━━━━━ Recorded data
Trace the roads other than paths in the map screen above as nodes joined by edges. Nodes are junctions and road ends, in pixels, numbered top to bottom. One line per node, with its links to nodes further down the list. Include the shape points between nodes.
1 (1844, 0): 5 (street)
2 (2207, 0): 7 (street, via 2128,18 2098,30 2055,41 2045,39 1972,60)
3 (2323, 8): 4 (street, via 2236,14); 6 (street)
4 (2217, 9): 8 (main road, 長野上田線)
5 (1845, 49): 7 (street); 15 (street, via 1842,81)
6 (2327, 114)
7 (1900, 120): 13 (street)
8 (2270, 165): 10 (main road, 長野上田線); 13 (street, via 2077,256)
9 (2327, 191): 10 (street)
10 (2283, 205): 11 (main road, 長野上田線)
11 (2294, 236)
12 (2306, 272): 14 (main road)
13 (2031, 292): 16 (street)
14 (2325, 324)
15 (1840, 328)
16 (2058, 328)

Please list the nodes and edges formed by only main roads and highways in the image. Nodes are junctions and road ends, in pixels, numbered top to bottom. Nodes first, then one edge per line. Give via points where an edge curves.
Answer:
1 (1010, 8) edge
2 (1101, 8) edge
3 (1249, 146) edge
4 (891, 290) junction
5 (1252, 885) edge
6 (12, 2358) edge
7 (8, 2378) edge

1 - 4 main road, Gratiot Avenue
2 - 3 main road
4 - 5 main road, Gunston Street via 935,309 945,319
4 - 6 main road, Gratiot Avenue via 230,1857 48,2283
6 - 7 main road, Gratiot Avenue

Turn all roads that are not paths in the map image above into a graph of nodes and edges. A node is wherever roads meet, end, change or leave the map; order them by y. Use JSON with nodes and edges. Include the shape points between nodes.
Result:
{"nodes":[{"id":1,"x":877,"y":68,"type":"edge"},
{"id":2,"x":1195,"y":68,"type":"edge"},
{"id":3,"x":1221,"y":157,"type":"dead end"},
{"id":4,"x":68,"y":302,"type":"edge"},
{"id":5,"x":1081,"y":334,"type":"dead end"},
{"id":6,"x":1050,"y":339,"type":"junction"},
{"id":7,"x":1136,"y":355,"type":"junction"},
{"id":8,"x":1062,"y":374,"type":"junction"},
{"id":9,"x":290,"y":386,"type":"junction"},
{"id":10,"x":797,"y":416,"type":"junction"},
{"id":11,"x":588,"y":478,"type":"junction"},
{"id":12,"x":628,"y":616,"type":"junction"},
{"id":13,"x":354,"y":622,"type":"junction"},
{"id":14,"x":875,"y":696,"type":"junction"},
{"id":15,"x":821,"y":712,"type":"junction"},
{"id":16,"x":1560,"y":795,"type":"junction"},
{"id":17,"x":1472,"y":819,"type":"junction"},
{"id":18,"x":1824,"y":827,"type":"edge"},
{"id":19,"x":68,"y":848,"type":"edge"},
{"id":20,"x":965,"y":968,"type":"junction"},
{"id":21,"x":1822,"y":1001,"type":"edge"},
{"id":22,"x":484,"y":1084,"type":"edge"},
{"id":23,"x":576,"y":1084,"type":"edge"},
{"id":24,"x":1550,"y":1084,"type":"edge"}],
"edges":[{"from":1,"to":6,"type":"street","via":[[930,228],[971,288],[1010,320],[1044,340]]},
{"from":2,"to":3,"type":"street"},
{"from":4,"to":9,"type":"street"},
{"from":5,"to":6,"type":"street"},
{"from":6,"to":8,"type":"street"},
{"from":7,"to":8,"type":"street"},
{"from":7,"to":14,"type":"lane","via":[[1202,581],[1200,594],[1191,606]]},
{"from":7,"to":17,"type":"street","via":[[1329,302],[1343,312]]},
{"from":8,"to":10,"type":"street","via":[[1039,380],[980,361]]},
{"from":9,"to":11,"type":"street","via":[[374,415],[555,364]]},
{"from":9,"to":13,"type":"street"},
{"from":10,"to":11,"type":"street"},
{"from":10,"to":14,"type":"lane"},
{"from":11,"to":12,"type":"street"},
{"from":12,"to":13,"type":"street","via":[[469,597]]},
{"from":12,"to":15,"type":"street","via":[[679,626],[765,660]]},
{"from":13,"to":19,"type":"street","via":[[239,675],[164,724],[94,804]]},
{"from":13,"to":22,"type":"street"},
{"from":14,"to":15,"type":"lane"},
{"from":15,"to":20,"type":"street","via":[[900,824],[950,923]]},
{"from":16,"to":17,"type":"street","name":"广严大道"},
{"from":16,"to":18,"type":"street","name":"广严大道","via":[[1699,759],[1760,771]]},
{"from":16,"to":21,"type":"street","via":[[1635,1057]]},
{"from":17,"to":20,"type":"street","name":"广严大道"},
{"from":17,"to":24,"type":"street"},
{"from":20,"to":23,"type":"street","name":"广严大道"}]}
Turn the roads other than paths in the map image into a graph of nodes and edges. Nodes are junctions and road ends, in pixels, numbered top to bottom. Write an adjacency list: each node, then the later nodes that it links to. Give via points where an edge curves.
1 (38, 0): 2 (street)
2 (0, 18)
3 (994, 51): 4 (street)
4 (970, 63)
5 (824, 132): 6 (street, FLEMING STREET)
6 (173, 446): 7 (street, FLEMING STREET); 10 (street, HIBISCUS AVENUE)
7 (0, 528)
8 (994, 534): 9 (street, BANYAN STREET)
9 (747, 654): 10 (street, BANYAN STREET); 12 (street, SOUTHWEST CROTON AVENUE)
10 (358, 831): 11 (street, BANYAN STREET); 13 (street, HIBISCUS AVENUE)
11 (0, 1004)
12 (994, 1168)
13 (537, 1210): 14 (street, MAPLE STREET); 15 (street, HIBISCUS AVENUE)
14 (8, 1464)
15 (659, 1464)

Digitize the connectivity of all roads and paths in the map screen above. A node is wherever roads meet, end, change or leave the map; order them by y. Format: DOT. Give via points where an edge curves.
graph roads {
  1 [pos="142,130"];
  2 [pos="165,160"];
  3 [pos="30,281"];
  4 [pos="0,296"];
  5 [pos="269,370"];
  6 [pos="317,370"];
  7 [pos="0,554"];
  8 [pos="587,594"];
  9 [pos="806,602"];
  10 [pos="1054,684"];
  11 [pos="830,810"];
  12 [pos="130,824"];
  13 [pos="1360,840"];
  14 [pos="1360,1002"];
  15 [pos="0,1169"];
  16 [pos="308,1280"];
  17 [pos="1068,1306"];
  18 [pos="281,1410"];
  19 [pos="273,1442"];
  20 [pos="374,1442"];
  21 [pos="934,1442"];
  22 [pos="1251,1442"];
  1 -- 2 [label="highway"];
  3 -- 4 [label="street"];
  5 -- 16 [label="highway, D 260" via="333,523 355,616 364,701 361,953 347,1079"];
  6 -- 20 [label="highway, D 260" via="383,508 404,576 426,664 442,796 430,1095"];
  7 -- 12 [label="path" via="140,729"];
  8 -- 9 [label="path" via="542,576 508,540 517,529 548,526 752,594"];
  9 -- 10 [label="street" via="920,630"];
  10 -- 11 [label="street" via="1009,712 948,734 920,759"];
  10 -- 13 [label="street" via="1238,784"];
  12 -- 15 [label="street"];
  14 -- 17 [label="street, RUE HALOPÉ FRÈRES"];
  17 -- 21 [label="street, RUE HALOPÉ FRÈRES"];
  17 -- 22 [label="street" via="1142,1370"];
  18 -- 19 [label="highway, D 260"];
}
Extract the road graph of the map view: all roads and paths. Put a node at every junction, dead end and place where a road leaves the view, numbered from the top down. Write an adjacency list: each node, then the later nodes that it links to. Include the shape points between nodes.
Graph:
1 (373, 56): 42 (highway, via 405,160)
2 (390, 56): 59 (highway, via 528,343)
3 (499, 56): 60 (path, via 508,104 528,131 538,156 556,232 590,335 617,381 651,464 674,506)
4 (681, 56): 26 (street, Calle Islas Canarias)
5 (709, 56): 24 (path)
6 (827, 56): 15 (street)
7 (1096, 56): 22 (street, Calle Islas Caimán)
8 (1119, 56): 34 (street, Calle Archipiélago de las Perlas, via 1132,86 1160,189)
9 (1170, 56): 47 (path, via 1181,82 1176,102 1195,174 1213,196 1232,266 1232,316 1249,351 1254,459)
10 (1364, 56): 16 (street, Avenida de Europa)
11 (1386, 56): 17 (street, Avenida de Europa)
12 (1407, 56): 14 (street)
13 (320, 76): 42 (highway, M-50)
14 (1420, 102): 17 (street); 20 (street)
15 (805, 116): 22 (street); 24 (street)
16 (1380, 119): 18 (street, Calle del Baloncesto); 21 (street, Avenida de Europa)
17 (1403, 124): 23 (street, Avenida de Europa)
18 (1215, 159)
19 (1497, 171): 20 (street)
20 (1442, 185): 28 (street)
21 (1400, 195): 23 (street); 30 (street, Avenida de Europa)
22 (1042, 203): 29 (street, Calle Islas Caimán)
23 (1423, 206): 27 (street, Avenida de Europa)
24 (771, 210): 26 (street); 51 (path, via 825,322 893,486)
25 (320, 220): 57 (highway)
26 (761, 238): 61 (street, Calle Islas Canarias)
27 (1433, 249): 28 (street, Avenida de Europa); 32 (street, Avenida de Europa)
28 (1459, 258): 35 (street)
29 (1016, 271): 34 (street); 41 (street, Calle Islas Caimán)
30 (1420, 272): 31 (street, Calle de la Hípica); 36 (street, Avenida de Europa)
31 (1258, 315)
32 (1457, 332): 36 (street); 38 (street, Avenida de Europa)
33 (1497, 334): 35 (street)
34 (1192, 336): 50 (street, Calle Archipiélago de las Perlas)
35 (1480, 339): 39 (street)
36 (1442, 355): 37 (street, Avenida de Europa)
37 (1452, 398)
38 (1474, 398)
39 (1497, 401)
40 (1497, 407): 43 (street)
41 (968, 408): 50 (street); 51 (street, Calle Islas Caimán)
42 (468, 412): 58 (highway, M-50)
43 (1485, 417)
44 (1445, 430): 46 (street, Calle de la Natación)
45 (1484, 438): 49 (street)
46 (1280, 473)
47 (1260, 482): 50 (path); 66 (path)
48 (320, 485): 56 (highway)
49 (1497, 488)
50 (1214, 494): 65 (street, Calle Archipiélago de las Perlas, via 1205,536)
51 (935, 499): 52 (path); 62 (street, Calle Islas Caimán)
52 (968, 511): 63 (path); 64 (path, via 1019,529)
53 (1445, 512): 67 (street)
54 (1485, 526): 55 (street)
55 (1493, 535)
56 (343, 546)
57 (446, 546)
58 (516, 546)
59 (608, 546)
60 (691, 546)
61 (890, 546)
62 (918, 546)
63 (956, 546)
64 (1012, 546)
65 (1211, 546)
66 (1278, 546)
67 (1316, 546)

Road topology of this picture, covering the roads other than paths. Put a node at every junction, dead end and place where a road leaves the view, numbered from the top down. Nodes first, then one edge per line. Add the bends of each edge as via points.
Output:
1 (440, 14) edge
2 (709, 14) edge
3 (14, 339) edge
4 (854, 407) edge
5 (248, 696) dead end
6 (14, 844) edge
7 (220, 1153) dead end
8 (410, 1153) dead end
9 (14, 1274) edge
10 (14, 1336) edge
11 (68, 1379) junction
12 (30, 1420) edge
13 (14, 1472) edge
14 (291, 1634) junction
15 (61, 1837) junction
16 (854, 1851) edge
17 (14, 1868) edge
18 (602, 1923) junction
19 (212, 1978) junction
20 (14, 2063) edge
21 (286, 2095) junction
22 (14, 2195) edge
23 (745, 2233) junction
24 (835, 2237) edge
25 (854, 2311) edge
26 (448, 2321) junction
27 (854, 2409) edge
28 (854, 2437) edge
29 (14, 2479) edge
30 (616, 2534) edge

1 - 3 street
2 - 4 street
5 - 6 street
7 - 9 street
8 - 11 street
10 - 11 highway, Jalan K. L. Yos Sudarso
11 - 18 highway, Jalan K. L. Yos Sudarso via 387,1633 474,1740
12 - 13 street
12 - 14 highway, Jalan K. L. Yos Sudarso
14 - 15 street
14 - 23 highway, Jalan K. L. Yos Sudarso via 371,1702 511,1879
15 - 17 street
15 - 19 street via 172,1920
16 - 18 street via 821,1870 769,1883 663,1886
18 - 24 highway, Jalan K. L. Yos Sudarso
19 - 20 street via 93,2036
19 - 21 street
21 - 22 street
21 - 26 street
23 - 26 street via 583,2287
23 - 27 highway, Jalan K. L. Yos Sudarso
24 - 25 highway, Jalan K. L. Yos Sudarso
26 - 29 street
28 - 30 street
━━━━━━━━━━
• _What to do_
Search the material for the string "leaves" and show every line that has it.

• _Response to the task_
Extract the road graph of the map view: all roads and paths. Put a node at every junction, dead end and place where a road leaves the view, numbered from the top down. Write an adjacency list: each node, then the later nodes that it links to. Include the shape points between nodes.
Road topology of this picture, covering the roads other than paths. Put a node at every junction, dead end and place where a road leaves the view, numbered from the top down. Nodes first, then one edge per line. Add the bends of each edge as via points.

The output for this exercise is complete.